I've made the advice parts of this blog bold and italics for the skim readers wanting a few tips on the trail, the rest is for the story readers amongst you.
Why walk 230 miles across mountains/river/bog/forrest? :
I love the outdoors and I saw it a good fund raising oppertunity for a local charity that I myself am a big supporter of. I also wanted to push myself physically and mentally out my own comfort zone to see what I was really made of as this was my first time away by myself in the wilderness.
Let me start with a little back ground in the preparation for the trail:
I'm 25 years old. I could only book 2 weeks off work so had 16 days to complete a recommended 22 day trail but wanted to do it in 14 to give myself a few days to recover before I was back to work. I'd consider myself quite fit but will be honest when I say prior to walking the trail I had no real clue of what kind of level of fitness i'd need or how to prepare for such an event. I lead a very busy city life so found training hard for this however I did train hard in the gym with weights on my back on the stair master and tredmill, which I felt gave me a baseline fitness however this is no substitute for actually getting out in the hills walking with a heavy pack.
My history with outdoor activities is relatively brief. I'd call myself more of an enthusiast than an expert. I have some close friends who are well experienced in the mountains and the likes so advice from them was crucial as well as having a dad who served in the SAS who is no stranger to long distance walking with heavy weight. My dad was instrumental in both my preperation and my moral through out the trail.
Initially this trail was a planned holiday with a work collegue who has bags of experience hiking.
I therefore felt confident that so long as I keep up with him that we'd manage the trail no problem. As previously stated I'd consider myself a novice. I was therefore happy to let him map out the trail and lead the way. That was until 2 weeks prior to the trip when he had to pull out due to work commitments.
1 week prior to that I'd actually contacted the local centre manager for said local charity, the Freedom challenge trust #BUYBENAIAH campaign to ask if I could help fundraise given that I've been a big supporter of their work and as this was such a considerable trail I was sure if I set up a just giving page that I could manage to raise a few hundred for a great cause.
Fast forwarding a week to the bad news that Ivan: my safety net and for all intents and purposes my tour guide would no longer manage it, it was at this moment I had to weigh up whether or not I was ready for such a trip.

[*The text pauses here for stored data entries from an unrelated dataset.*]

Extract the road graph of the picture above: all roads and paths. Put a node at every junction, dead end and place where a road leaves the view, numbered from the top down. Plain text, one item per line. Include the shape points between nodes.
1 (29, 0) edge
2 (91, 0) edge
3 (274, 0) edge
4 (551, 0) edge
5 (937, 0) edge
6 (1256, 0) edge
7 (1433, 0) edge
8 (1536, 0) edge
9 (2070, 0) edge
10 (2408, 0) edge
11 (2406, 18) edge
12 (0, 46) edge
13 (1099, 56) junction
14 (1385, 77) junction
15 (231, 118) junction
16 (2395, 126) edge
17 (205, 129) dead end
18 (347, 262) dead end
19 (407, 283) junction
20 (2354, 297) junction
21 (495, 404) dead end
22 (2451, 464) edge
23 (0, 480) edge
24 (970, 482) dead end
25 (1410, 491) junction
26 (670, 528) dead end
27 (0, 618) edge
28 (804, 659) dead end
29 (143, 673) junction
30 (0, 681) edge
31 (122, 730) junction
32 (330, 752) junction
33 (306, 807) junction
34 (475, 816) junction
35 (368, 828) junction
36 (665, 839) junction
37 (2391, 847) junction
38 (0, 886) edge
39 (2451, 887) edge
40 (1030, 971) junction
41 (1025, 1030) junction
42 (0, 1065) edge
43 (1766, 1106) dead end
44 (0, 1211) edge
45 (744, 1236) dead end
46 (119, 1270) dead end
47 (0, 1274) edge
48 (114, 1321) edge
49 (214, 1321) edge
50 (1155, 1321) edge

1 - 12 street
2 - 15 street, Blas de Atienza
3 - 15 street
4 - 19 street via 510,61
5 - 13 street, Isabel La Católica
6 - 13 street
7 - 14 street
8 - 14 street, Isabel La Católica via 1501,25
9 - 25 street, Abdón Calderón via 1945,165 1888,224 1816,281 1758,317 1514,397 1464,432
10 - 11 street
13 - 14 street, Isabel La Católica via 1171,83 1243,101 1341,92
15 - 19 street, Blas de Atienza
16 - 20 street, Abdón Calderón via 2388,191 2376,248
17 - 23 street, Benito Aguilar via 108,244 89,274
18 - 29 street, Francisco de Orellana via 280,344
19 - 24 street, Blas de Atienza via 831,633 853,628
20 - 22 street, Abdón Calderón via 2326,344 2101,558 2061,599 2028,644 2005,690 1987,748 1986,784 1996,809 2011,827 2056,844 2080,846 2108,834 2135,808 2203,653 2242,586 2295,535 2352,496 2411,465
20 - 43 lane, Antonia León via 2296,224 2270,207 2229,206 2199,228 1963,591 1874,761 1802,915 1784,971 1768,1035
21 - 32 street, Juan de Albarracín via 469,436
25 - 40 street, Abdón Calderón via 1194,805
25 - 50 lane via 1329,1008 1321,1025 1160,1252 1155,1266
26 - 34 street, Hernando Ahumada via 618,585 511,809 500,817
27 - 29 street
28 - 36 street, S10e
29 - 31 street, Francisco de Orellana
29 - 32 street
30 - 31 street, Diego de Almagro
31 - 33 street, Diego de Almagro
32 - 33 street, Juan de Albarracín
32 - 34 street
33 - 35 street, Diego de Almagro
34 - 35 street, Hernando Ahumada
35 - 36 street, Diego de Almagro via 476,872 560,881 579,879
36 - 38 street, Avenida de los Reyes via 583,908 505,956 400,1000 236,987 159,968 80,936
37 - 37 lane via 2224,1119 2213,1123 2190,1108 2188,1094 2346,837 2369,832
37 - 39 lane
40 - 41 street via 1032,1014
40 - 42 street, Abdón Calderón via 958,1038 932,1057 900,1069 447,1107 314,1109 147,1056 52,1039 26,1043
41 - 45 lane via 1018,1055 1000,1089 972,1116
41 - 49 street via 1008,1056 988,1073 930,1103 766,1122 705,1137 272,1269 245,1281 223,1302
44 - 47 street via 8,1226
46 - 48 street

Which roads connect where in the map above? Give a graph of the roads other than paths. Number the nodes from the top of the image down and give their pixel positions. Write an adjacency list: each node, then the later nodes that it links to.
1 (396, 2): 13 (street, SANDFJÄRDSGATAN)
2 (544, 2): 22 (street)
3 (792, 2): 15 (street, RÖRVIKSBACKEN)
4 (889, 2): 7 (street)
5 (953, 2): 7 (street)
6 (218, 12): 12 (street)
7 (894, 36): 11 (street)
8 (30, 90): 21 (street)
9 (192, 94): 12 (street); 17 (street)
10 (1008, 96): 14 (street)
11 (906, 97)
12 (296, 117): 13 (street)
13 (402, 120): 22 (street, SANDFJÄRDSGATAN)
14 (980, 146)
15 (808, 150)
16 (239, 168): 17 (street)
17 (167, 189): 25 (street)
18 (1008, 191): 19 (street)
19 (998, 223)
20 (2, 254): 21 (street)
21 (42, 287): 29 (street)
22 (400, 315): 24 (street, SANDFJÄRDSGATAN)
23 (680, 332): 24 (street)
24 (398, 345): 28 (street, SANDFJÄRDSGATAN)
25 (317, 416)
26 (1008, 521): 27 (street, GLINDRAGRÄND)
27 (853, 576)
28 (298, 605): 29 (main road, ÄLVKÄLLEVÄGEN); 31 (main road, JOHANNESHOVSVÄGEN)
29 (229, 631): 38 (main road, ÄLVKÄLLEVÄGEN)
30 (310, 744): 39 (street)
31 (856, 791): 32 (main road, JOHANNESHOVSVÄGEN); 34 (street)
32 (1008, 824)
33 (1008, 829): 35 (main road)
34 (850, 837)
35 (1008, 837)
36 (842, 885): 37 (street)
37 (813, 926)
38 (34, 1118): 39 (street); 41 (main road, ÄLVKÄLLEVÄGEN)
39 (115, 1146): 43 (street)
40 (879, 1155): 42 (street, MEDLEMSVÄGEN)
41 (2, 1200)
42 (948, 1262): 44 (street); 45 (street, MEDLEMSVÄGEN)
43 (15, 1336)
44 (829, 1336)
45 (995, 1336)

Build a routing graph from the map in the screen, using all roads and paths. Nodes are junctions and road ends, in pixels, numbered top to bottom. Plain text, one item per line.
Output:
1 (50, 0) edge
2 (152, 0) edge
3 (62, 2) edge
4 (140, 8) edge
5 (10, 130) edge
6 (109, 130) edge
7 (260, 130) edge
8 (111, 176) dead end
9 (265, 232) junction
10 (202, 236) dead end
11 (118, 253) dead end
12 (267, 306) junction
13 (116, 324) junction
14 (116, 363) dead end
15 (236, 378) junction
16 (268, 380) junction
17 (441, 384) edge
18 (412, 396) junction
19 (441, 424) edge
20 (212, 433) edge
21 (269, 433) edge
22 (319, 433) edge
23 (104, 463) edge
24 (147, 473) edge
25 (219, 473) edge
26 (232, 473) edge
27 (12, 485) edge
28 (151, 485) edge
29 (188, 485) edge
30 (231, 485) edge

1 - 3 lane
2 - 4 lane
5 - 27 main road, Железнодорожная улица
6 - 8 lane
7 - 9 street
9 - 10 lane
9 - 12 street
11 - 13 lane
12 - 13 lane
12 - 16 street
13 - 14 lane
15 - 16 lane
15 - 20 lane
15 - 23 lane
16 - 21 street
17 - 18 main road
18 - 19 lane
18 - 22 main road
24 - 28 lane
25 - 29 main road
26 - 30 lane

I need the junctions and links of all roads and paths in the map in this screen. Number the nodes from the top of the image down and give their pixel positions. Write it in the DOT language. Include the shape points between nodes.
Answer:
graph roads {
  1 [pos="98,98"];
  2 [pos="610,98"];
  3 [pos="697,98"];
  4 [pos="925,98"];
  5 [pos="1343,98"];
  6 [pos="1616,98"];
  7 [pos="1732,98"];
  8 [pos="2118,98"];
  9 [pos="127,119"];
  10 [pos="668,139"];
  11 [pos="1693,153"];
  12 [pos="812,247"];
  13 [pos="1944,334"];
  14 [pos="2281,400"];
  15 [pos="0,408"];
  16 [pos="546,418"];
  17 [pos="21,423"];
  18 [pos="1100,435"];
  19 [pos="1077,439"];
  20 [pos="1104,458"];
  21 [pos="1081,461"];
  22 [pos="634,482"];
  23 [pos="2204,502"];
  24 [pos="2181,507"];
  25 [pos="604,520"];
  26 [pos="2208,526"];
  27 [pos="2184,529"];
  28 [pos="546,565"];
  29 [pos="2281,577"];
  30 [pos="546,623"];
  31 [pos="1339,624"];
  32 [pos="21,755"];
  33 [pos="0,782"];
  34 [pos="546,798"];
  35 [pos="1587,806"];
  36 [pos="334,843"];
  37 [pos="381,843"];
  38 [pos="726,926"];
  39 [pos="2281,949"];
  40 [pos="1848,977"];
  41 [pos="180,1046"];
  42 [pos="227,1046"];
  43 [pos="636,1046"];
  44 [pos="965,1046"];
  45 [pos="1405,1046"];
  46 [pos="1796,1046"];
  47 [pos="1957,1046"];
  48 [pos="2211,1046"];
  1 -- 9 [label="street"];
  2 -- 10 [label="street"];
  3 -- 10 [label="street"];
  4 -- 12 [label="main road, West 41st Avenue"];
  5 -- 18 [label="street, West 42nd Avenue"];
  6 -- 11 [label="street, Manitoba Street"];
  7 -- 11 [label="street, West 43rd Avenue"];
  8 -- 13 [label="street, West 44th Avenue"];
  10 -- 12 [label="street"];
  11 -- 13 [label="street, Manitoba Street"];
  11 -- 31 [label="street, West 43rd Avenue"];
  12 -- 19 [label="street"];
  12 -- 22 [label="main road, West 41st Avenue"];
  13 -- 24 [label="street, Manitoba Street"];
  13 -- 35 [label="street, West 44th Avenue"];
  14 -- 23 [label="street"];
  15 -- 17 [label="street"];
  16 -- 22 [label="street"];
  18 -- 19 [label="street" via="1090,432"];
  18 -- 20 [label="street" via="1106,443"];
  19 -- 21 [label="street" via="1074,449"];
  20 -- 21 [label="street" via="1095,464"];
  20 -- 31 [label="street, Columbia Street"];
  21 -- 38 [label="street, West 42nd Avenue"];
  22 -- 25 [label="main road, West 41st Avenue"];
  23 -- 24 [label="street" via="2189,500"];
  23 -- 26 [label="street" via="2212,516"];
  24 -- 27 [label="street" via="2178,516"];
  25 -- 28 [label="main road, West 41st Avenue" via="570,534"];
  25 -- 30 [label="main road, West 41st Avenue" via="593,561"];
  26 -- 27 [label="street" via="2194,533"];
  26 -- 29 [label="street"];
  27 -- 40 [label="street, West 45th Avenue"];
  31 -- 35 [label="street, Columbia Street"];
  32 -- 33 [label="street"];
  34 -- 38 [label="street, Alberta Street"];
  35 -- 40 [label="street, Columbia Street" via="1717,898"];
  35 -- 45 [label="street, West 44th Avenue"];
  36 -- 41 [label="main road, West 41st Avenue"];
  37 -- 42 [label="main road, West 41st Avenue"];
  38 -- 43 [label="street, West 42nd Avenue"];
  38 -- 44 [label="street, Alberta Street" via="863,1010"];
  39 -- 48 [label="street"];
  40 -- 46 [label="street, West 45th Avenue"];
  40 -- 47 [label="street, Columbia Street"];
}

I slept on it and prayed about it before deciding that all my training, planning and preperation and excitement in the lead up would not be in vain and that I would walk it solo, in the process raise awareness and as much funds as I could for such a worthy cause. This caused some minor outrage/panic amongst my family, namely my sisters, mum and gran.
It could easily be over whelming finding yourself feeling a little out your depth reading through the below summaries of the trail as stated time and time again including in the Ian Harper book/cape guide (must purchase) that a trail of this magnatiude should only be walked by experienced hikers/mountaineers. I read and understood that and the reasons for it but at the end of the day I'd made my decision and no one was going to tell me any different. Call it naieve, stupid, ambitious but to be quite honest I had an inner confidence through out my preperation that I'd manage it fine.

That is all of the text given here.